→ **YOUR INSTRUCTIONS**
Throughout the records below, find each line holding "Geranienweg" and copy it.
Start of SOURCE DATA
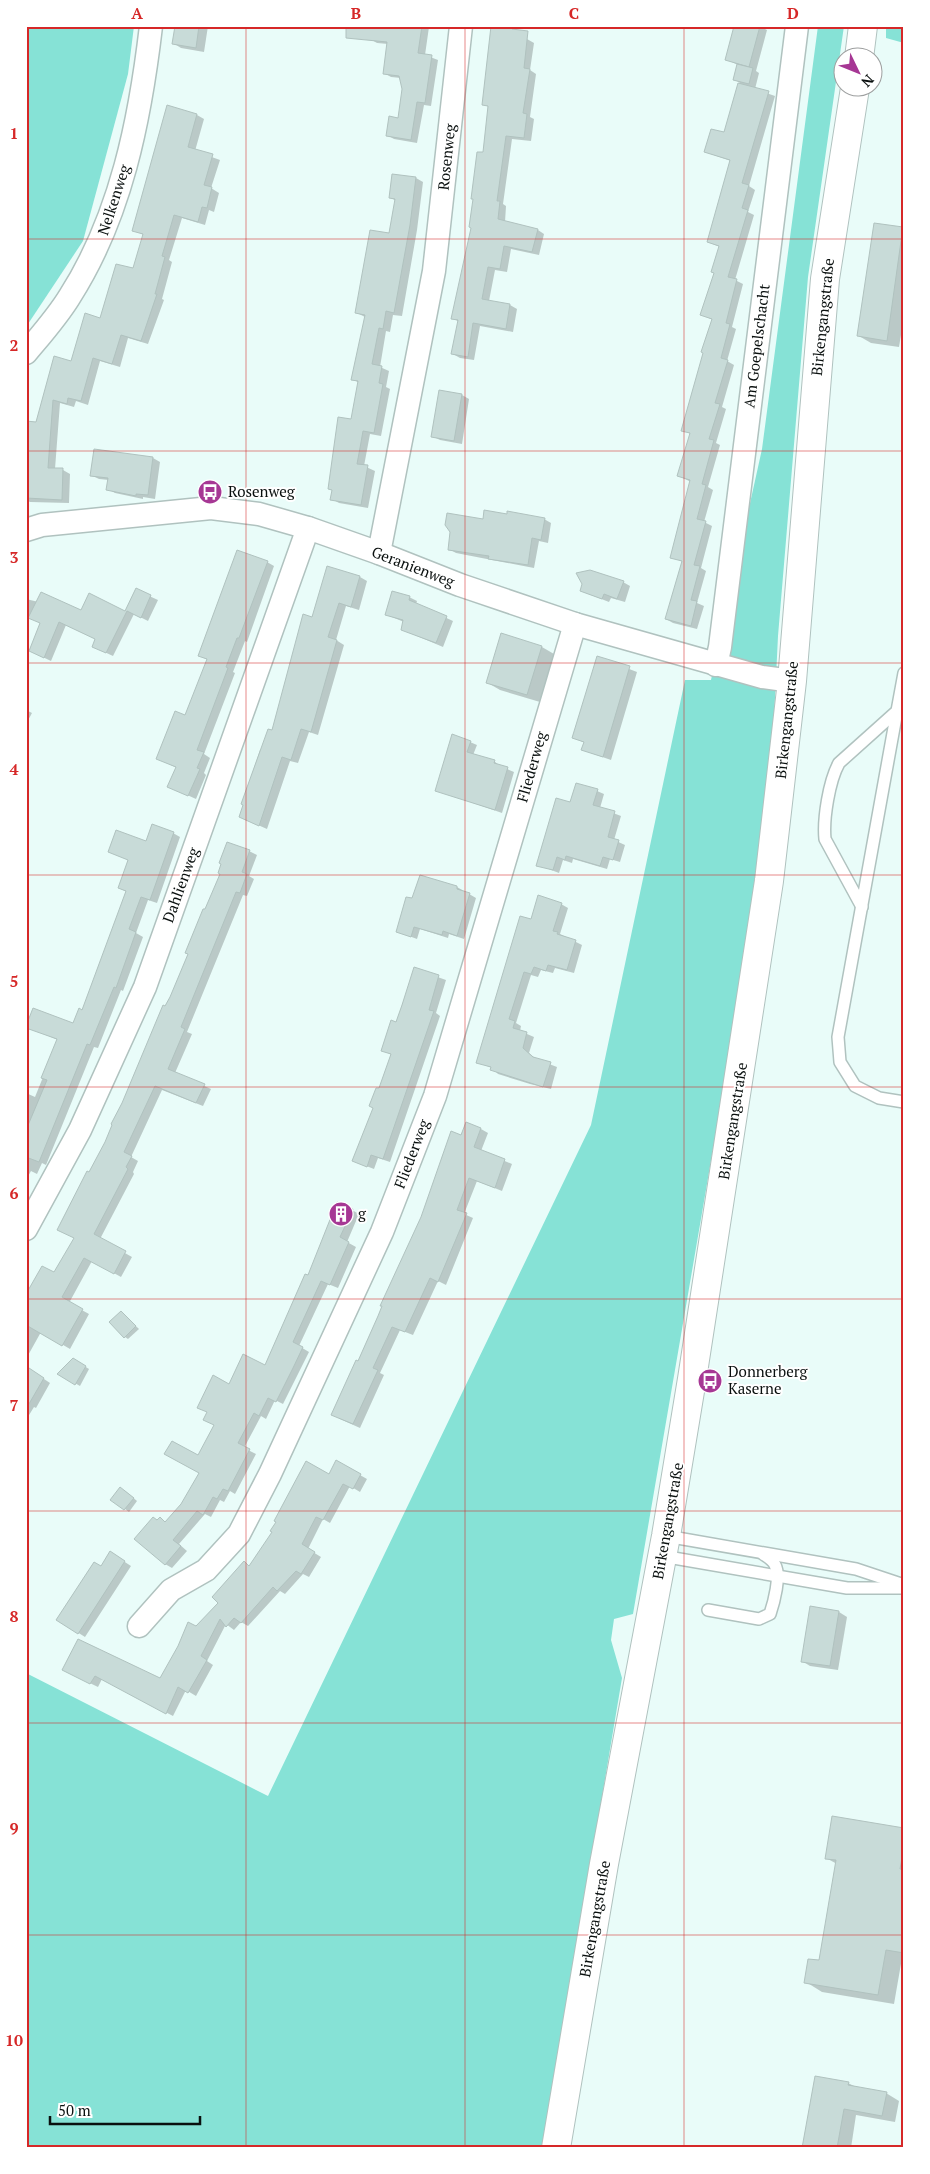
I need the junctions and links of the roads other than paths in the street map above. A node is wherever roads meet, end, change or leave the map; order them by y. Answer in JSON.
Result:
{"nodes":[{"id":1,"x":151,"y":26,"type":"edge"},
{"id":2,"x":462,"y":26,"type":"edge"},
{"id":3,"x":797,"y":26,"type":"edge"},
{"id":4,"x":864,"y":26,"type":"edge"},
{"id":5,"x":861,"y":48,"type":"edge"},
{"id":6,"x":853,"y":98,"type":"edge"},
{"id":7,"x":26,"y":354,"type":"edge"},
{"id":8,"x":308,"y":528,"type":"junction"},
{"id":9,"x":26,"y":530,"type":"edge"},
{"id":10,"x":379,"y":553,"type":"junction"},
{"id":11,"x":575,"y":624,"type":"junction"},
{"id":12,"x":716,"y":665,"type":"junction"},
{"id":13,"x":904,"y":673,"type":"edge"},
{"id":14,"x":792,"y":682,"type":"junction"},
{"id":15,"x":901,"y":711,"type":"edge"},
{"id":16,"x":862,"y":907,"type":"junction"},
{"id":17,"x":904,"y":1102,"type":"edge"},
{"id":18,"x":26,"y":1229,"type":"edge"},
{"id":19,"x":664,"y":1546,"type":"junction"},
{"id":20,"x":761,"y":1554,"type":"junction"},
{"id":21,"x":777,"y":1576,"type":"junction"},
{"id":22,"x":904,"y":1586,"type":"edge"},
{"id":23,"x":708,"y":1610,"type":"dead end"},
{"id":24,"x":139,"y":1626,"type":"dead end"},
{"id":25,"x":556,"y":2148,"type":"edge"}],
"edges":[{"from":1,"to":7,"type":"street","name":"Nelkenweg"},
{"from":2,"to":10,"type":"street","name":"Rosenweg"},
{"from":3,"to":12,"type":"street","name":"Am Goepelschacht"},
{"from":4,"to":5,"type":"street"},
{"from":6,"to":14,"type":"street","name":"Birkengangstraße"},
{"from":8,"to":9,"type":"street","name":"Geranienweg"},
{"from":8,"to":10,"type":"street","name":"Geranienweg"},
{"from":8,"to":18,"type":"street","name":"Dahlienweg"},
{"from":10,"to":11,"type":"street","name":"Geranienweg"},
{"from":11,"to":12,"type":"street","name":"Geranienweg"},
{"from":11,"to":24,"type":"street","name":"Fliederweg"},
{"from":12,"to":14,"type":"street","name":"Geranienweg"},
{"from":13,"to":15,"type":"lane"},
{"from":14,"to":19,"type":"street","name":"Birkengangstraße"},
{"from":15,"to":16,"type":"lane"},
{"from":15,"to":16,"type":"lane"},
{"from":16,"to":17,"type":"lane"},
{"from":19,"to":20,"type":"lane"},
{"from":19,"to":21,"type":"lane"},
{"from":19,"to":25,"type":"street","name":"Birkengangstraße"},
{"from":20,"to":21,"type":"lane"},
{"from":20,"to":22,"type":"lane"},
{"from":21,"to":22,"type":"lane"},
{"from":21,"to":23,"type":"lane"}]}
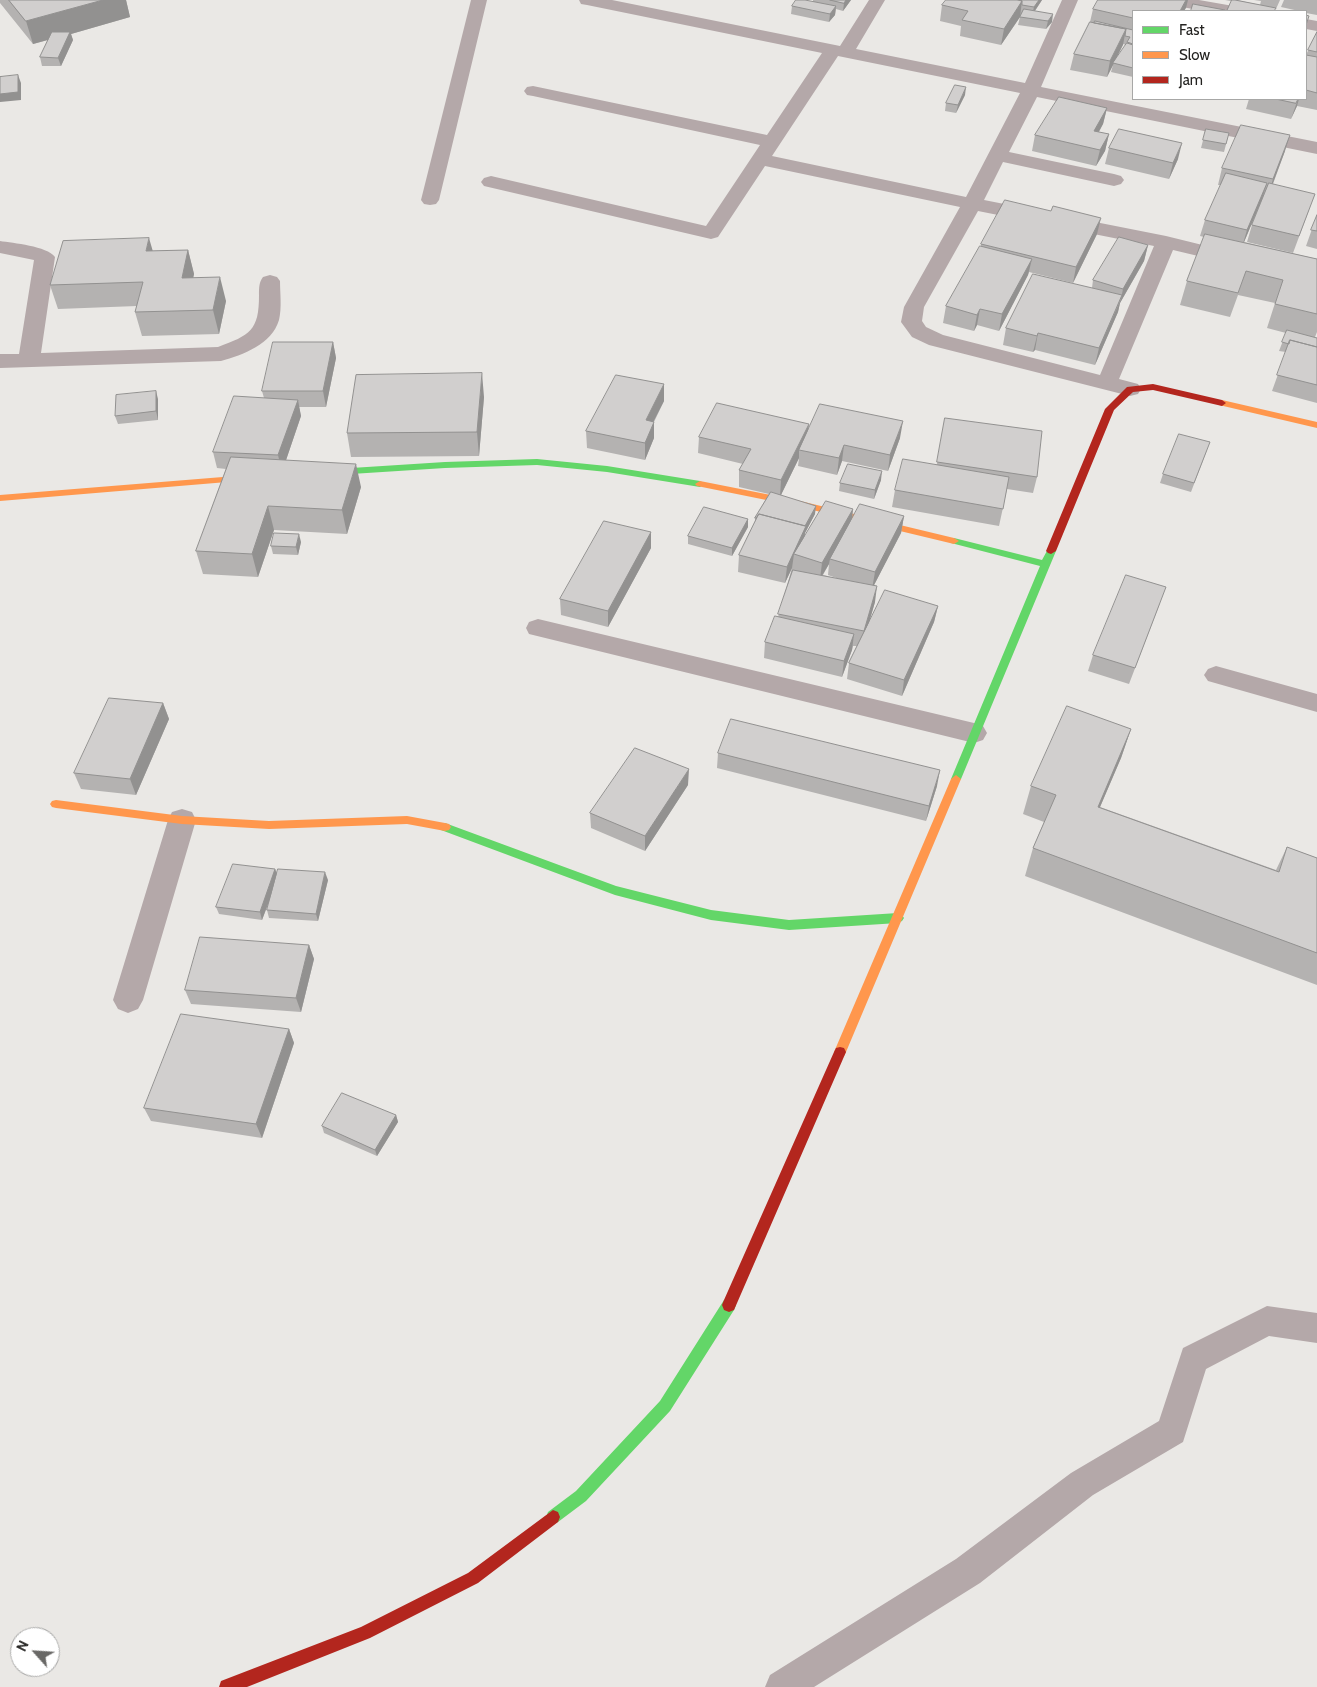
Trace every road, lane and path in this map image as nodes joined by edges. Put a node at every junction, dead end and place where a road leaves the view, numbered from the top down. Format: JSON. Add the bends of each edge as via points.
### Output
{"nodes":[{"id":1,"x":479,"y":0,"type":"edge"},
{"id":2,"x":587,"y":0,"type":"edge"},
{"id":3,"x":877,"y":0,"type":"edge"},
{"id":4,"x":1070,"y":0,"type":"edge"},
{"id":5,"x":1170,"y":0,"type":"edge"},
{"id":6,"x":1227,"y":10,"type":"edge"},
{"id":7,"x":839,"y":51,"type":"junction"},
{"id":8,"x":1031,"y":90,"type":"junction"},
{"id":9,"x":533,"y":91,"type":"dead end"},
{"id":10,"x":772,"y":142,"type":"junction"},
{"id":11,"x":1317,"y":148,"type":"edge"},
{"id":12,"x":998,"y":154,"type":"junction"},
{"id":13,"x":760,"y":159,"type":"junction"},
{"id":14,"x":1114,"y":180,"type":"dead end"},
{"id":15,"x":491,"y":182,"type":"dead end"},
{"id":16,"x":430,"y":200,"type":"dead end"},
{"id":17,"x":972,"y":204,"type":"junction"},
{"id":18,"x":1166,"y":242,"type":"junction"},
{"id":19,"x":0,"y":247,"type":"edge"},
{"id":20,"x":1251,"y":262,"type":"edge"},
{"id":21,"x":270,"y":282,"type":"dead end"},
{"id":22,"x":29,"y":359,"type":"junction"},
{"id":23,"x":0,"y":361,"type":"edge"},
{"id":24,"x":1107,"y":383,"type":"junction"},
{"id":25,"x":1130,"y":389,"type":"junction"},
{"id":26,"x":1317,"y":425,"type":"edge"},
{"id":27,"x":306,"y":474,"type":"edge"},
{"id":28,"x":268,"y":476,"type":"edge"},
{"id":29,"x":0,"y":498,"type":"edge"},
{"id":30,"x":1044,"y":564,"type":"junction"},
{"id":31,"x":538,"y":628,"type":"dead end"},
{"id":32,"x":1216,"y":675,"type":"dead end"},
{"id":33,"x":1317,"y":703,"type":"edge"},
{"id":34,"x":974,"y":733,"type":"junction"},
{"id":35,"x":56,"y":804,"type":"dead end"},
{"id":36,"x":182,"y":820,"type":"junction"},
{"id":37,"x":898,"y":918,"type":"junction"},
{"id":38,"x":128,"y":1000,"type":"dead end"},
{"id":39,"x":1317,"y":1328,"type":"edge"},
{"id":40,"x":232,"y":1684,"type":"edge"},
{"id":41,"x":782,"y":1687,"type":"edge"}],
"edges":[{"from":1,"to":16,"type":"lane"},
{"from":2,"to":7,"type":"street"},
{"from":3,"to":7,"type":"street"},
{"from":4,"to":8,"type":"street"},
{"from":5,"to":6,"type":"street"},
{"from":7,"to":8,"type":"street"},
{"from":7,"to":10,"type":"street"},
{"from":8,"to":11,"type":"street"},
{"from":8,"to":12,"type":"street"},
{"from":9,"to":10,"type":"street"},
{"from":10,"to":13,"type":"street"},
{"from":12,"to":14,"type":"street"},
{"from":12,"to":17,"type":"street"},
{"from":13,"to":15,"type":"street","via":[[711,233]]},
{"from":13,"to":17,"type":"street"},
{"from":17,"to":18,"type":"street"},
{"from":17,"to":24,"type":"street","via":[[914,308],[911,322],[919,332],[936,340]]},
{"from":18,"to":20,"type":"street"},
{"from":18,"to":24,"type":"street"},
{"from":19,"to":22,"type":"street","via":[[25,250],[44,257]]},
{"from":21,"to":22,"type":"street","via":[[268,321],[243,346],[221,354]]},
{"from":22,"to":23,"type":"street"},
{"from":24,"to":25,"type":"street"},
{"from":25,"to":26,"type":"street","via":[[1153,386]]},
{"from":25,"to":30,"type":"street","via":[[1110,409]]},
{"from":27,"to":30,"type":"street","via":[[542,462],[648,475],[766,496],[875,520]]},
{"from":28,"to":29,"type":"street"},
{"from":30,"to":34,"type":"street"},
{"from":31,"to":34,"type":"street"},
{"from":32,"to":33,"type":"lane"},
{"from":34,"to":37,"type":"street"},
{"from":35,"to":36,"type":"street"},
{"from":36,"to":37,"type":"street","via":[[269,825],[407,820],[446,828],[615,890],[711,915],[789,925]]},
{"from":36,"to":38,"type":"street"},
{"from":37,"to":40,"type":"street","via":[[726,1313],[664,1406],[581,1496],[473,1578],[366,1633]]},
{"from":39,"to":41,"type":"lane","via":[[1267,1321],[1194,1360],[1172,1431],[1082,1484],[968,1571]]}]}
End of SOURCE DATA
→ **SOLUTION FOR THIS PROBLEM**
{"from":8,"to":9,"type":"street","name":"Geranienweg"},
{"from":8,"to":10,"type":"street","name":"Geranienweg"},
{"from":10,"to":11,"type":"street","name":"Geranienweg"},
{"from":11,"to":12,"type":"street","name":"Geranienweg"},
{"from":12,"to":14,"type":"street","name":"Geranienweg"},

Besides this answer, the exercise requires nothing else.